The author writes on page 57, “ Attention to the development of the senses in young human beings is at the core of an education attempting to renew culture and create a fertile ground for human connecting. These twelve senses are the doorways to relating the self to the body, the self to the world around and the self to other human beings.”

Hope you are still reading along,

Carrie

6 thoughts on “Connecting With Young Children: Educating the Will–Week Eight

  1. I’m planning to read this book, and read along post-“read along”, in January. I’m really enjoying and am intrigued by your posts, which are “sneak peaks” for me. Thank you so much for doing all your read alongs, and I hope one day to truly read along.
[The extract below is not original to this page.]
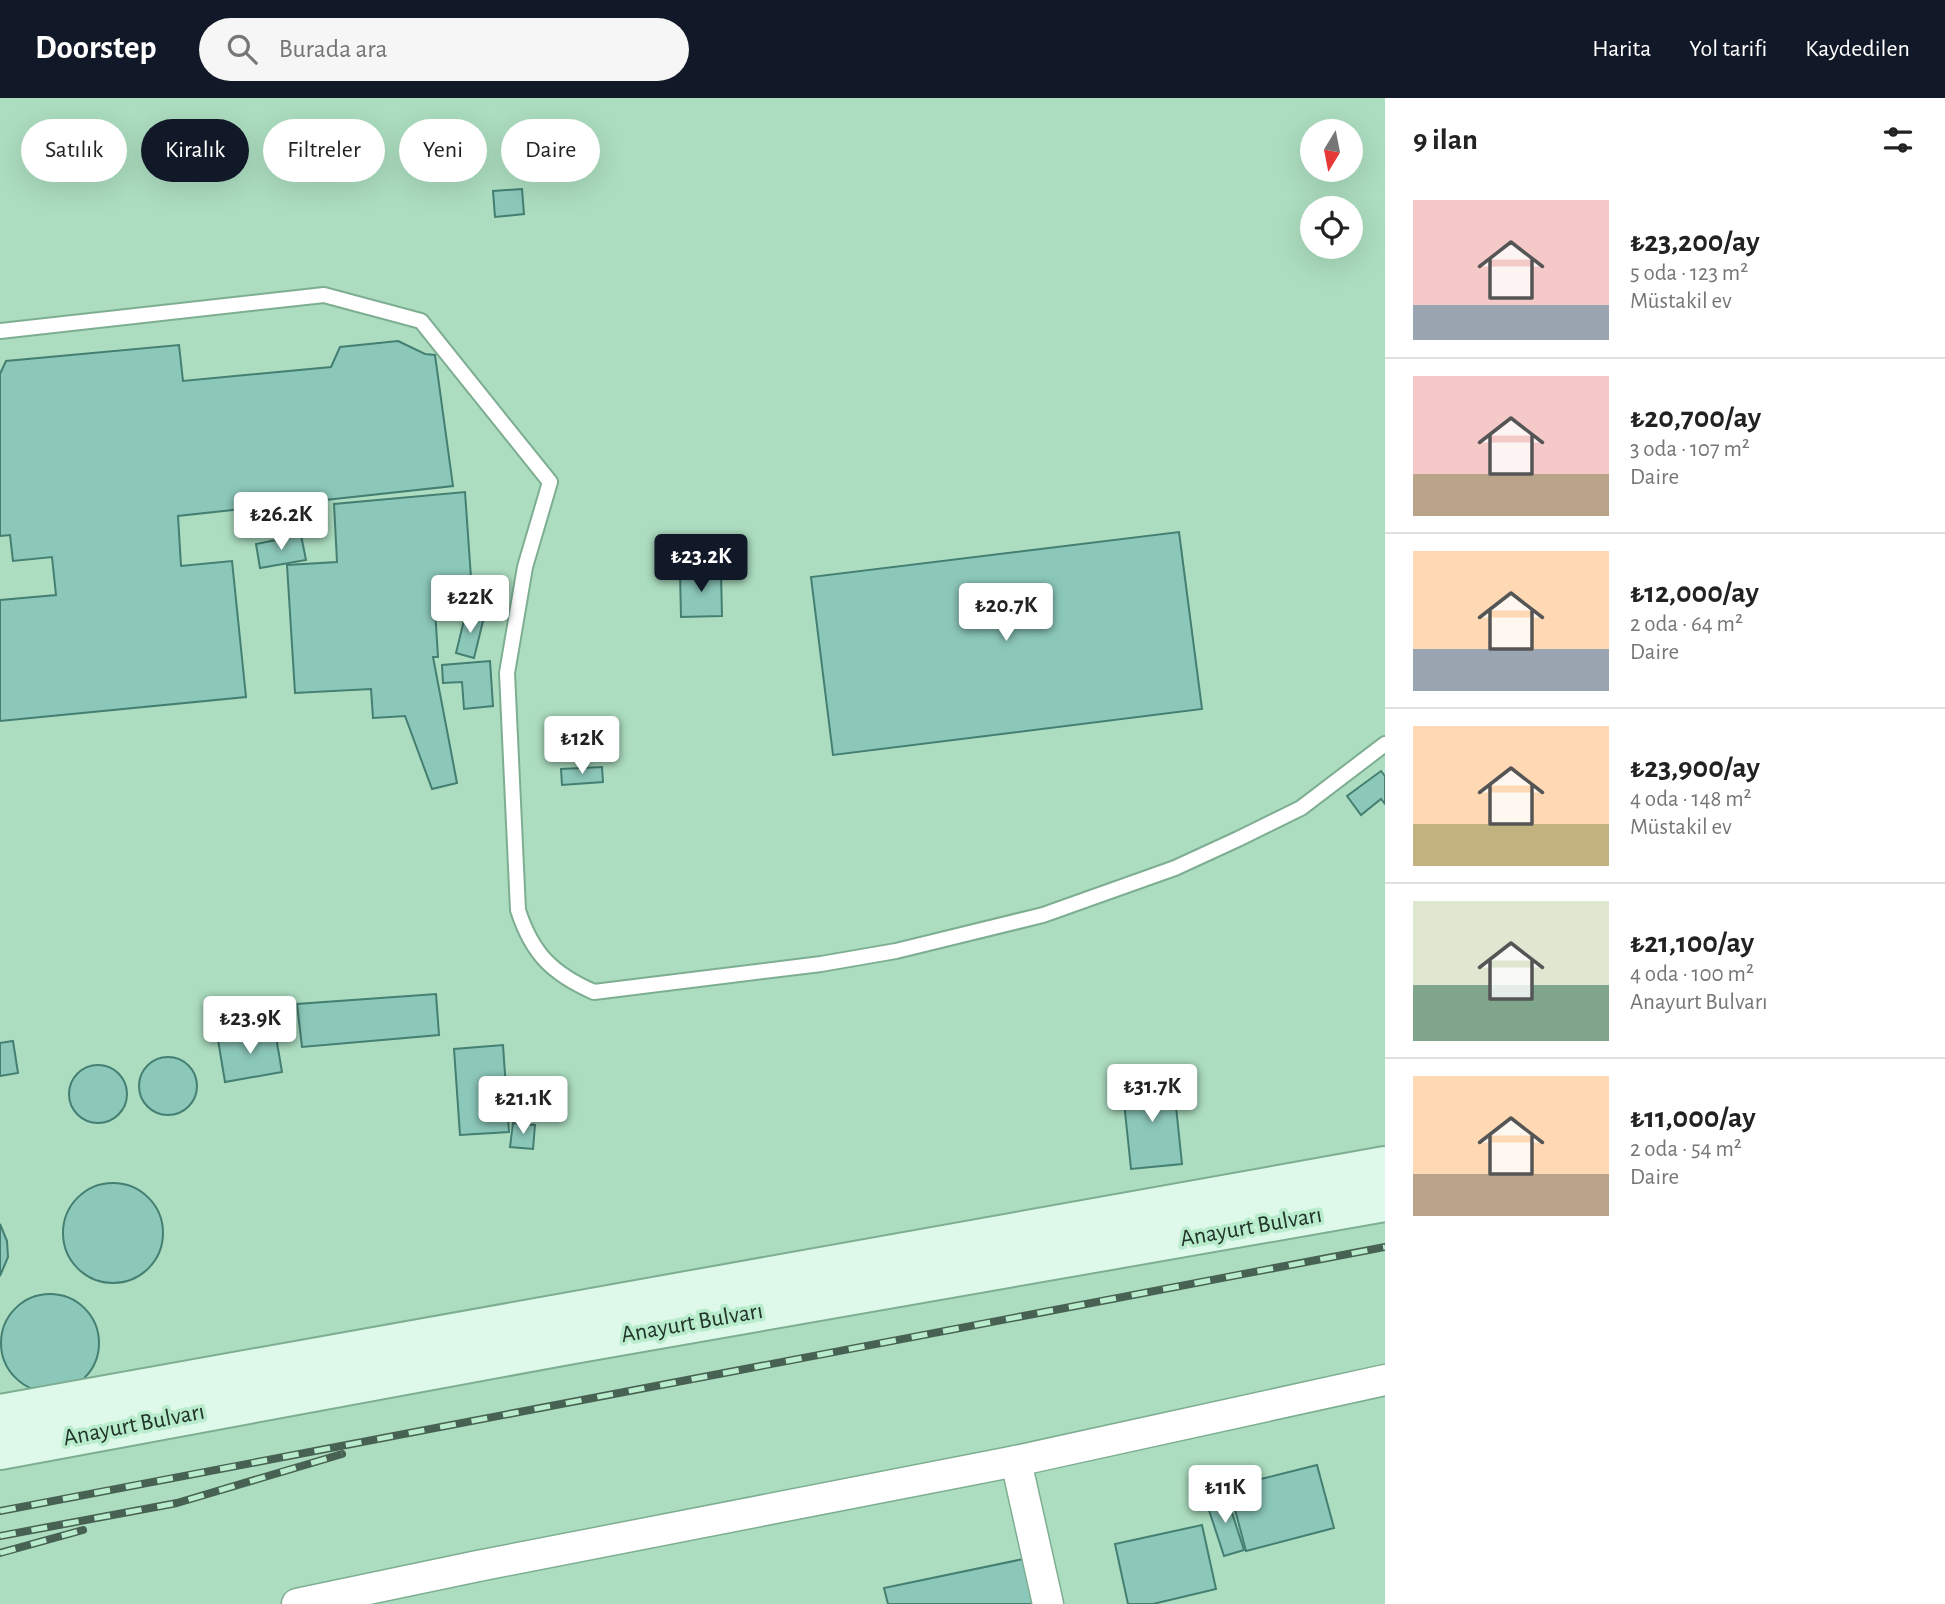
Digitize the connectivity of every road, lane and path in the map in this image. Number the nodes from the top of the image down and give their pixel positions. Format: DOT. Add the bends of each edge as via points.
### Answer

Thanks for all you do!

  2. This quote Spitalny uses from “Last Child In the Woods” by Richard Louv is really great: “None of our major institutions or our popular culture pay much notice to what Reed called ‘primary experience’- that which we can see, feel, taste, hear, or smell for ourselves.” This whole discussion about the power and importance of life-filled images was provocative. (Something tells me those My Little Pony snippets my 3 and a half year old likes don’t qualify…)

    I was also really captivated by the continued discussion of connecting by “falling asleep” into the other. It was interesting to read that “[A] developed sense of physical touch underlies the capacity to touch the very being of another human being whom one meets and experiences (pg. 56).”

    I have to admit, Steiner’s 12 senses still puzzle me, but the importance of sense impressions on the child has definitely sunk in. I always feel like I could do a better job of nourishing my daughter’s senses and considering the images and stimulation she’s exposed to!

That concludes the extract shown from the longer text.